*** Opening DATA FOR THIS TASK ***

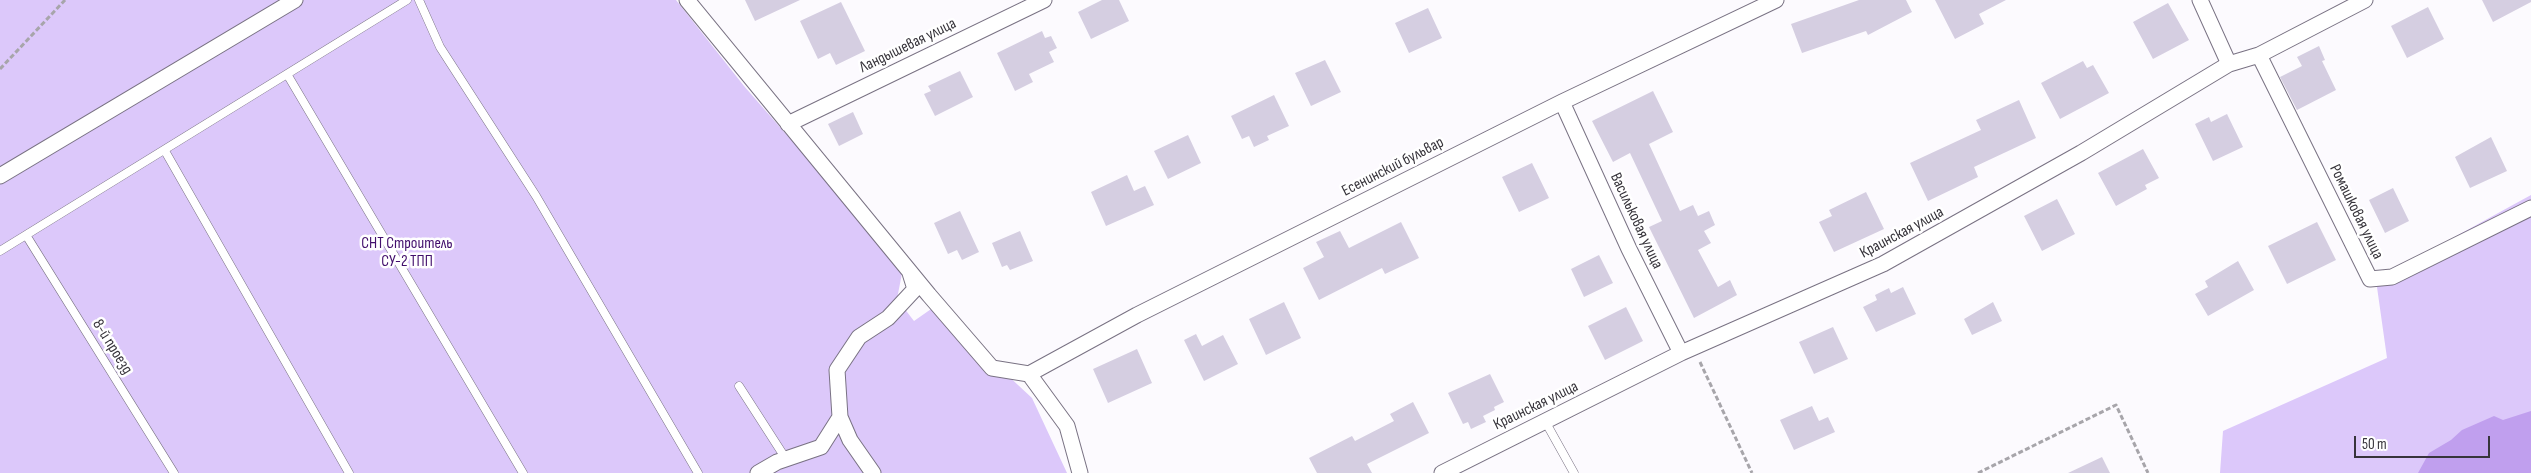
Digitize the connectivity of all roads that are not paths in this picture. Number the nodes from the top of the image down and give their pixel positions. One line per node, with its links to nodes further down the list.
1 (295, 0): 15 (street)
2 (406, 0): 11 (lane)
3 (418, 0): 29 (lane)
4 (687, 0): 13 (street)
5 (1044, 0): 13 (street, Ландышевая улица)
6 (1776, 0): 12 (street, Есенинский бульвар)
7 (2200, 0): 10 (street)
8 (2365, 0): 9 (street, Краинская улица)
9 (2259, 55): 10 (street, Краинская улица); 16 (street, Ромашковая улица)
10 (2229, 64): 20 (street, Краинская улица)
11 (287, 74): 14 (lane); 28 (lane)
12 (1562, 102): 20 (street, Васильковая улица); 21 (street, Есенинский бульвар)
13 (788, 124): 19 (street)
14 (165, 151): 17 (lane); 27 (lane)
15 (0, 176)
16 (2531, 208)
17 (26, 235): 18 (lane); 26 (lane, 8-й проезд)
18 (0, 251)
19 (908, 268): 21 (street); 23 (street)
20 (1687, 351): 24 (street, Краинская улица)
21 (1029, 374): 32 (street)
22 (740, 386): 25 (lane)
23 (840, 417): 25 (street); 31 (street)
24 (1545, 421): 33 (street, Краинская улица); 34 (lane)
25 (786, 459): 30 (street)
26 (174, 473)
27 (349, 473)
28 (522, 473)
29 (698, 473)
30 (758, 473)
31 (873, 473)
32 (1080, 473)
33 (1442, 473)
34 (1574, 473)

*** Closing DATA FOR THIS TASK ***

WHAT THIS TASK INVOLVES » Pictures are not part of the copy; retype all the other material exactly.

ANSWER BOX »
Digitize the connectivity of all roads that are not paths in this picture. Number the nodes from the top of the image down and give their pixel positions. One line per node, with its links to nodes further down the list.
1 (295, 0): 15 (street)
2 (406, 0): 11 (lane)
3 (418, 0): 29 (lane)
4 (687, 0): 13 (street)
5 (1044, 0): 13 (street, Ландышевая улица)
6 (1776, 0): 12 (street, Есенинский бульвар)
7 (2200, 0): 10 (street)
8 (2365, 0): 9 (street, Краинская улица)
9 (2259, 55): 10 (street, Краинская улица); 16 (street, Ромашковая улица)
10 (2229, 64): 20 (street, Краинская улица)
11 (287, 74): 14 (lane); 28 (lane)
12 (1562, 102): 20 (street, Васильковая улица); 21 (street, Есенинский бульвар)
13 (788, 124): 19 (street)
14 (165, 151): 17 (lane); 27 (lane)
15 (0, 176)
16 (2531, 208)
17 (26, 235): 18 (lane); 26 (lane, 8-й проезд)
18 (0, 251)
19 (908, 268): 21 (street); 23 (street)
20 (1687, 351): 24 (street, Краинская улица)
21 (1029, 374): 32 (street)
22 (740, 386): 25 (lane)
23 (840, 417): 25 (street); 31 (street)
24 (1545, 421): 33 (street, Краинская улица); 34 (lane)
25 (786, 459): 30 (street)
26 (174, 473)
27 (349, 473)
28 (522, 473)
29 (698, 473)
30 (758, 473)
31 (873, 473)
32 (1080, 473)
33 (1442, 473)
34 (1574, 473)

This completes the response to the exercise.